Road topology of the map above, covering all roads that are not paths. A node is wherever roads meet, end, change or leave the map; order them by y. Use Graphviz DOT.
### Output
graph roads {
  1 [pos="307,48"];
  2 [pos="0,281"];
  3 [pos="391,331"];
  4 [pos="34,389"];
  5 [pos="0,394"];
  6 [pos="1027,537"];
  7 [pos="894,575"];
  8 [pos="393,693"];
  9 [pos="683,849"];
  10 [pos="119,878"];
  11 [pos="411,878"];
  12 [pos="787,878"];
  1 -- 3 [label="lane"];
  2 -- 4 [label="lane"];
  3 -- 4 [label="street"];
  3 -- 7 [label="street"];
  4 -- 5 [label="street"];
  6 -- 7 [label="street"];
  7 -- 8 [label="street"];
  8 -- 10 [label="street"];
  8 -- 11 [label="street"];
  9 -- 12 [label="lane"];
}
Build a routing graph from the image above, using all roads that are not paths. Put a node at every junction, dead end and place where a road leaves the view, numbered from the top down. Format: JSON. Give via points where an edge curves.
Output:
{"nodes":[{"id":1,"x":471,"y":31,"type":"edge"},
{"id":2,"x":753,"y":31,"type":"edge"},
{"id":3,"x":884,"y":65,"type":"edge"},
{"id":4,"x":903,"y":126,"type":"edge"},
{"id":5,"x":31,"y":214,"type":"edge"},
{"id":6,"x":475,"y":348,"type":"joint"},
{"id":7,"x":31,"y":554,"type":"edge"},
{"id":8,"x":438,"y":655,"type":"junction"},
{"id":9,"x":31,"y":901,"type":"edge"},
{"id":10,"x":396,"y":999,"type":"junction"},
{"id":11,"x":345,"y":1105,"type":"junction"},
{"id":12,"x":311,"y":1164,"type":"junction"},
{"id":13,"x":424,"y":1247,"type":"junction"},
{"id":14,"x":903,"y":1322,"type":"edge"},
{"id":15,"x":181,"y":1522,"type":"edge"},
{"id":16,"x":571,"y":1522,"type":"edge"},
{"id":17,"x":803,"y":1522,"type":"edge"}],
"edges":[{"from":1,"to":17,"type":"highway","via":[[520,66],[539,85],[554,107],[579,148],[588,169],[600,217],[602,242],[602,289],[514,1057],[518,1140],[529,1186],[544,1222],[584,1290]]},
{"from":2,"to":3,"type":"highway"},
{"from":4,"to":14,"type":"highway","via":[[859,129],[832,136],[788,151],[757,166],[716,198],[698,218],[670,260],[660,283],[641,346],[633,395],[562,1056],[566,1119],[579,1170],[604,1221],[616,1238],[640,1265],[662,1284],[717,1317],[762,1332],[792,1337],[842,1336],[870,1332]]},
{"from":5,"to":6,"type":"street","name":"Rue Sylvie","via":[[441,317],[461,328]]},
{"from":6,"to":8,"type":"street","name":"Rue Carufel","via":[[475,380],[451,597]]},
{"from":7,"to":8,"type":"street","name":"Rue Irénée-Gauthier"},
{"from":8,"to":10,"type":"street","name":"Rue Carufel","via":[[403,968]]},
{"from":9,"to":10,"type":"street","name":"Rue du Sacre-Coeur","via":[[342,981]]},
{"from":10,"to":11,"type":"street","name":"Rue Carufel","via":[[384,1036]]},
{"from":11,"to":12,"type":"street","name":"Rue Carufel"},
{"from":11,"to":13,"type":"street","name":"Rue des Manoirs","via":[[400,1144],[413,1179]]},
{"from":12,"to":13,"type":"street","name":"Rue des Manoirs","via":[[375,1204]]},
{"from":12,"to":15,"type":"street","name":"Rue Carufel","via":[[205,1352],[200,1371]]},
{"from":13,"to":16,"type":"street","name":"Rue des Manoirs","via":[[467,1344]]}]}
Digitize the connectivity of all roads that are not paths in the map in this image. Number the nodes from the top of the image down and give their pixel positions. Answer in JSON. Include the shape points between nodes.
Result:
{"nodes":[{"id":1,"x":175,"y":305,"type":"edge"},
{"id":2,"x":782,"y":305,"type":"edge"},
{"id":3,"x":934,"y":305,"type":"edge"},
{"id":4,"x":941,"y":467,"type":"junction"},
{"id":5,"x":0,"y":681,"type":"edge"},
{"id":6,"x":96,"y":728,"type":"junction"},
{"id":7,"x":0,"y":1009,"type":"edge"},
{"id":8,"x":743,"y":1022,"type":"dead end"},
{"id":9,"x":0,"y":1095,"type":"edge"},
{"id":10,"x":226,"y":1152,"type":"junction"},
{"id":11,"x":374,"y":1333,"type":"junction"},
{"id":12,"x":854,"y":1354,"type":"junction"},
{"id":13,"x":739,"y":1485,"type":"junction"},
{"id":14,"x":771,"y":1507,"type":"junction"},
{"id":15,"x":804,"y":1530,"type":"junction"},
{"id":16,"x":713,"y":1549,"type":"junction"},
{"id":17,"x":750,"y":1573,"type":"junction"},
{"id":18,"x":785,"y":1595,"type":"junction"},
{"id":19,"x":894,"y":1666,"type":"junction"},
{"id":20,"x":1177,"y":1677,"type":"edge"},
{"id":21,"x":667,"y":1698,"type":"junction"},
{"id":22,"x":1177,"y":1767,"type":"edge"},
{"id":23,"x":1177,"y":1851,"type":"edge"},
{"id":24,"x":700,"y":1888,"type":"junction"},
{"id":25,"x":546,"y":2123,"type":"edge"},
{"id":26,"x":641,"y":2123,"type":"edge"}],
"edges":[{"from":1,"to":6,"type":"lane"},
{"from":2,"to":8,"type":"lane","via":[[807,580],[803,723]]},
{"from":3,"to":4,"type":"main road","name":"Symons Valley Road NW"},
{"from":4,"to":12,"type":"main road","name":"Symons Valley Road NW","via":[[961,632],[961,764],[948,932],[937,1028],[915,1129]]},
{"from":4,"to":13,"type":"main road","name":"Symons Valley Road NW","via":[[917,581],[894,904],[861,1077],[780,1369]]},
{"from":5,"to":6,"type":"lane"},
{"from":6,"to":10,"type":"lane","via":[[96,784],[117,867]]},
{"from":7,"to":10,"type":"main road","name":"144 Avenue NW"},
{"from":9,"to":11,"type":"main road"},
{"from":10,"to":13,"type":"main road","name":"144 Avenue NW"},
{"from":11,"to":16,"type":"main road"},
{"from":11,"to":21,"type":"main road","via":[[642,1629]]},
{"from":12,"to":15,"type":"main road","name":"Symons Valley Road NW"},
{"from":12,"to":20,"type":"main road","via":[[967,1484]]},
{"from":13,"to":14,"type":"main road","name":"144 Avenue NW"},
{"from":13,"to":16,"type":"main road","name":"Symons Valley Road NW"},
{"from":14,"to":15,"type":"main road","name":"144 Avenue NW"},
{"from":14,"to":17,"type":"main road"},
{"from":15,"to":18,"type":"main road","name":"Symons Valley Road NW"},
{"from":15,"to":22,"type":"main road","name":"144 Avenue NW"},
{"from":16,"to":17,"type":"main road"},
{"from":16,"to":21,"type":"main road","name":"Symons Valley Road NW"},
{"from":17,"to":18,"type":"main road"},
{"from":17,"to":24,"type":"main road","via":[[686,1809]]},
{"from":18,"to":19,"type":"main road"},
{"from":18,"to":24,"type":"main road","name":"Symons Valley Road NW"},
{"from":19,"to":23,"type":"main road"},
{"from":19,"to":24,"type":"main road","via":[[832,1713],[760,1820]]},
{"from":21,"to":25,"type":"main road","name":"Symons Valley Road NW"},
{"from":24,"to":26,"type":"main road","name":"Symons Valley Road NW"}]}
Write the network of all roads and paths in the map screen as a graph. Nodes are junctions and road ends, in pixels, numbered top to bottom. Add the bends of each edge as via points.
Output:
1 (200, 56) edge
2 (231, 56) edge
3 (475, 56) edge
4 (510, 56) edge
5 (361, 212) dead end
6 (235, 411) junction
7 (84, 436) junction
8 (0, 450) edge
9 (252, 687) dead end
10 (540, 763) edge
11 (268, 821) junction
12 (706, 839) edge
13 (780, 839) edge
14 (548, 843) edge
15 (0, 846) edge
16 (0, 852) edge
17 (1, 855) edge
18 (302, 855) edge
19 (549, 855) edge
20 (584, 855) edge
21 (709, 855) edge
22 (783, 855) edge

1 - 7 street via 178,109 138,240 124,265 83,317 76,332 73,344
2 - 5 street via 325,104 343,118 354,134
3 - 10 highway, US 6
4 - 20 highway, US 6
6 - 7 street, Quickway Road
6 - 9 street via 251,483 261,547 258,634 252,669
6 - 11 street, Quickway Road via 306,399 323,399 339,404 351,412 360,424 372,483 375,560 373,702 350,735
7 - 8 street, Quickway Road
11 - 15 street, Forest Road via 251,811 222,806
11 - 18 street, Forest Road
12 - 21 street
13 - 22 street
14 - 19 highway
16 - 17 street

________________________

- [EXERCISE REQUIREMENTS] Your answer should consist of each line of the data above in which the word "highway" occurs.

- [EXPECTED ANSWER]
"edges":[{"from":1,"to":17,"type":"highway","via":[[520,66],[539,85],[554,107],[579,148],[588,169],[600,217],[602,242],[602,289],[514,1057],[518,1140],[529,1186],[544,1222],[584,1290]]},
{"from":2,"to":3,"type":"highway"},
{"from":4,"to":14,"type":"highway","via":[[859,129],[832,136],[788,151],[757,166],[716,198],[698,218],[670,260],[660,283],[641,346],[633,395],[562,1056],[566,1119],[579,1170],[604,1221],[616,1238],[640,1265],[662,1284],[717,1317],[762,1332],[792,1337],[842,1336],[870,1332]]},
3 - 10 highway, US 6
4 - 20 highway, US 6
14 - 19 highway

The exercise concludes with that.